# eggs Pleco?



## mikebike (Sep 8, 2010)

Hi Folks,
my Albino BNP likes to hang out in this cave.
I put these eggs back in the cave but he pushed them out again.










I have 30 or more ABNP of various ages in the same 15 gallon tank along with about 12 corries: pepper/albino/Julii/Bronze.

I noticed one of the Bronze was looking fat could the eggs be Corie eggs?


----------



## davej (Apr 28, 2010)

Definitely pleco eggs.
Cory eggs are much smaller


----------



## mikebike (Sep 8, 2010)

Thanks Dave,
I moved them into a net under the outfall from the AC 50 on the back of that tank to keep them safe and oxygenated.

My fist batch of Pleco eggs so it will be learning experience for me.


----------



## jobber (May 14, 2010)

good luck with that batch of bnp eggs!


----------



## mikebike (Sep 8, 2010)

thanks, it will prove interesting.


----------



## thefishwife (Apr 21, 2010)

Yup agree they are BN eggs as thats what mine look like.
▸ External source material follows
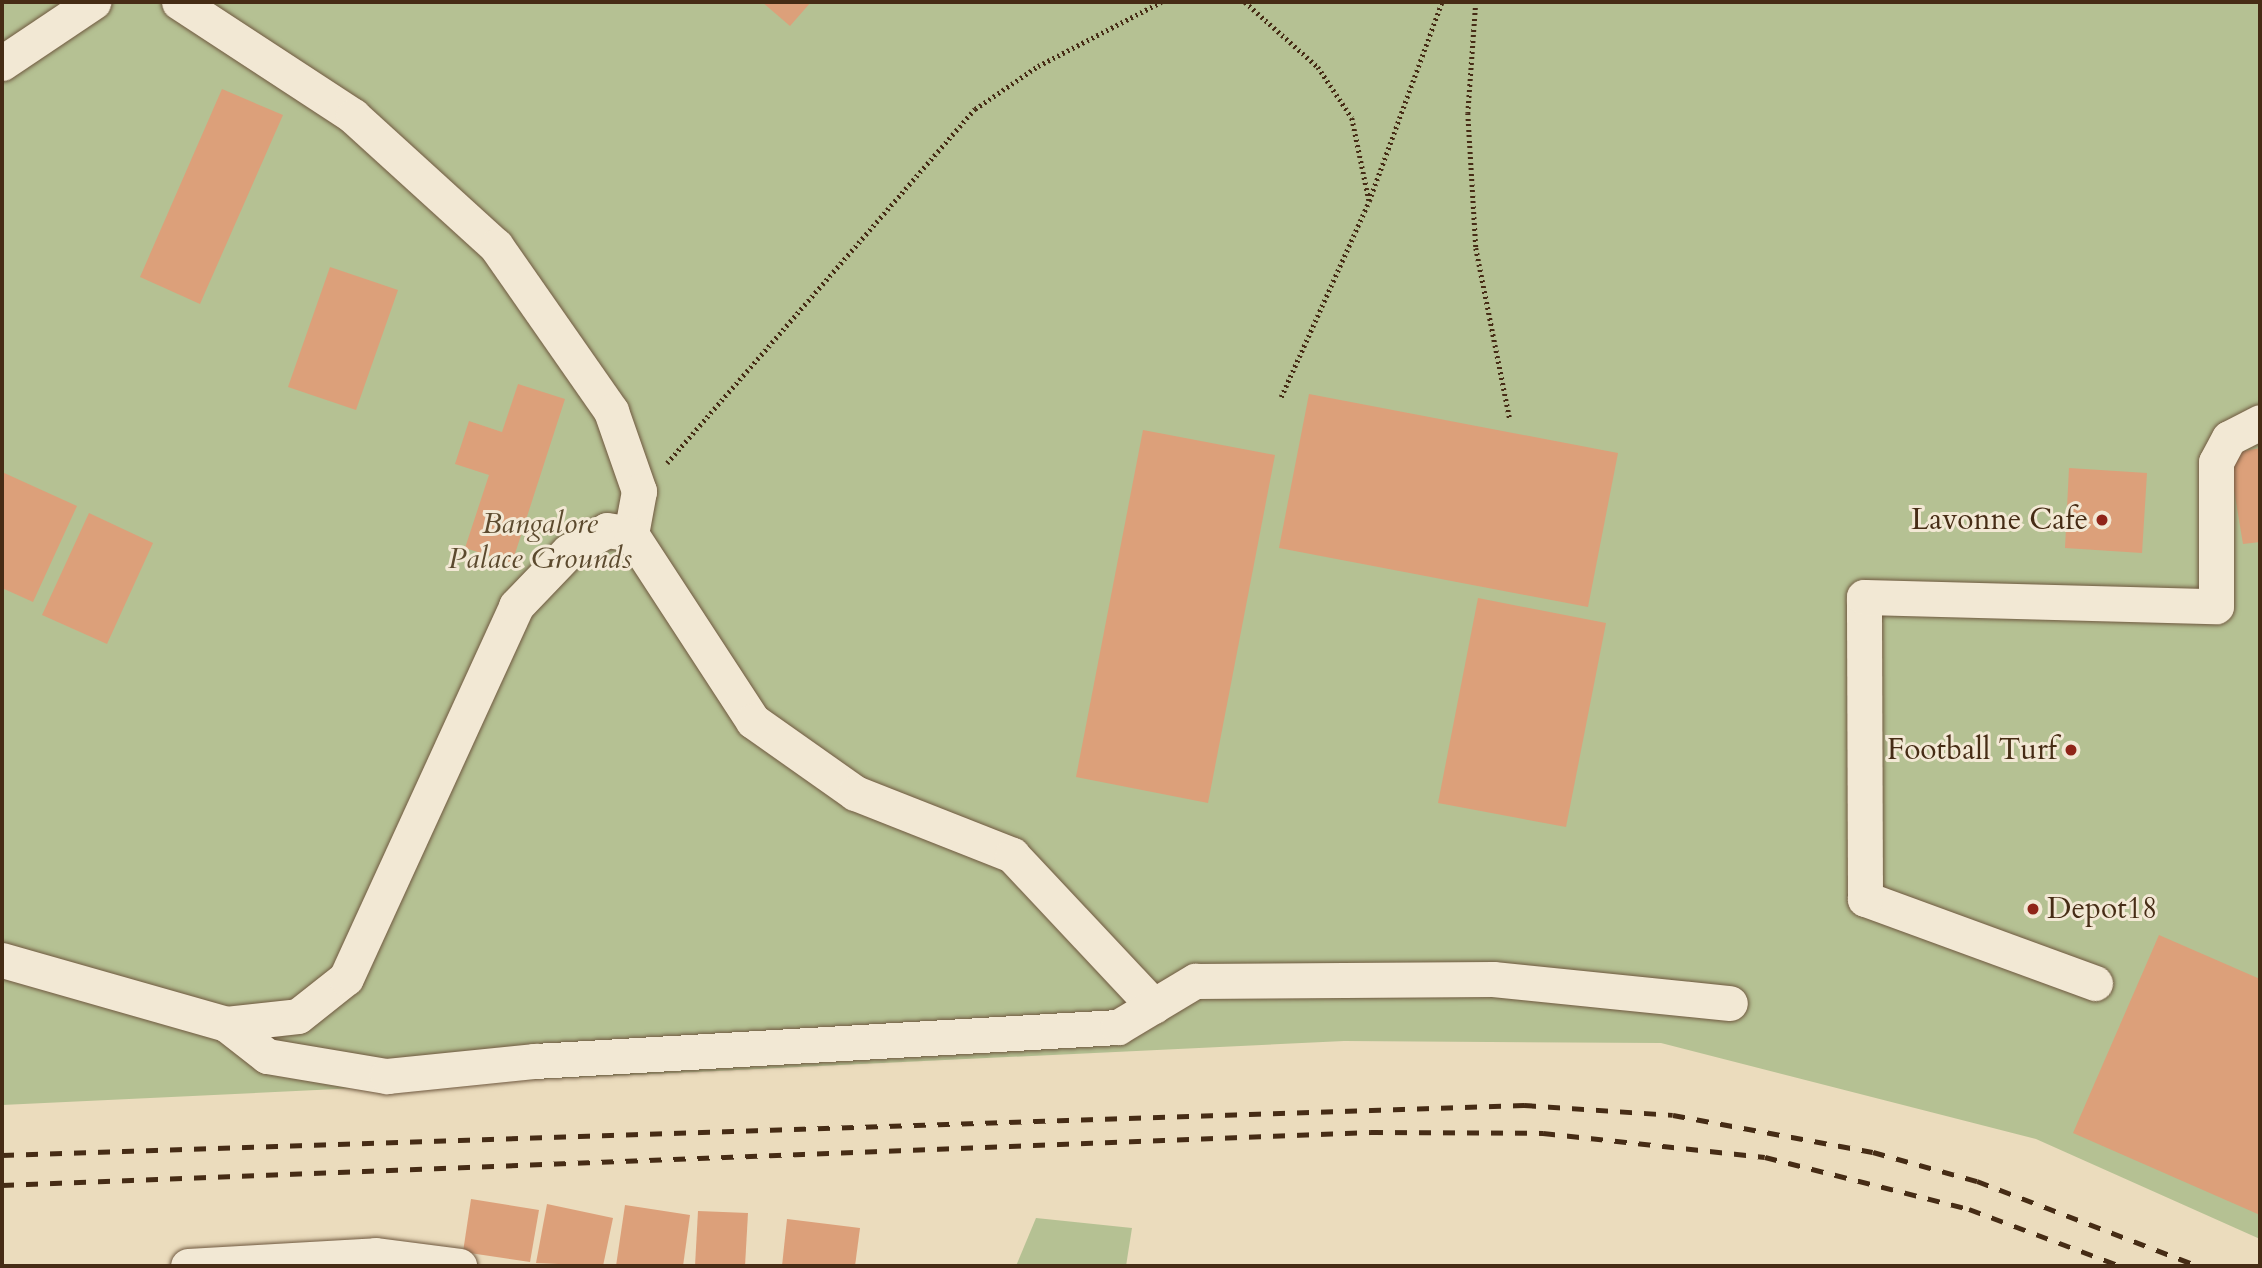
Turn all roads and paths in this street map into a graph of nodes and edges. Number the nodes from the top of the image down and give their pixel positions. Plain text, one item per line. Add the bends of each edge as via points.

Altho I find it odd that the pleco in the cave pushed them back out once you put them in there. Usually the dad guards the eggs with his life and rarely comes out of the cave even to eat. I have found around the 2 week mark he will venture out quickly for a quick nibble then go back in.

So they might not be his eggs but another male's eggs???

Good luck.


----------



## mikebike (Sep 8, 2010)

It is possible they are from another Pleco.
I have 4 ABNP the same size in that tank along with several other caves.
Thanks


----------



## Ursus sapien (Apr 21, 2010)

it's also possible that the eggs are not healthy, or that they just got pushed out by a secondary spawning.


----------



## mikebike (Sep 8, 2010)

I will be watching for more.
Thanks Storm


----------



## Shiyuu (Apr 9, 2011)

Sorry I'm getting lazy here... 
but how big will those albino BNP grow up to?


----------



## Luke78 (Apr 24, 2010)

They can get up to 5' inches size wise.



Shiyuu said:


> Sorry I'm getting lazy here...
> but how big will those albino BNP grow up to?


----------



## Hbluehunter (Nov 9, 2010)

That's odd that the males keeps pushing them out, my males guards the heck out of all his eggs. Could be another male abandoned his eggs and this male just pushed them out being they aren't his.. But not sure though..


----------



## mikebike (Sep 8, 2010)

He never leave tha cave for more than 5 min.

I think they are eggs he is suposed to be guarding.


----------



## hlee72ca (Jun 29, 2010)

I had that happen to me once, the eggs never developed, I wonder if the males realize something is wrong and get rid of the eggs to make way for the next spawn. I wish you luck with this batch of eggs, you will have another batch and likely success hatching soon.


----------



## mikebike (Sep 8, 2010)

I hope one day when I least expect it one of my over 100 plecos will produce fry<G>


----------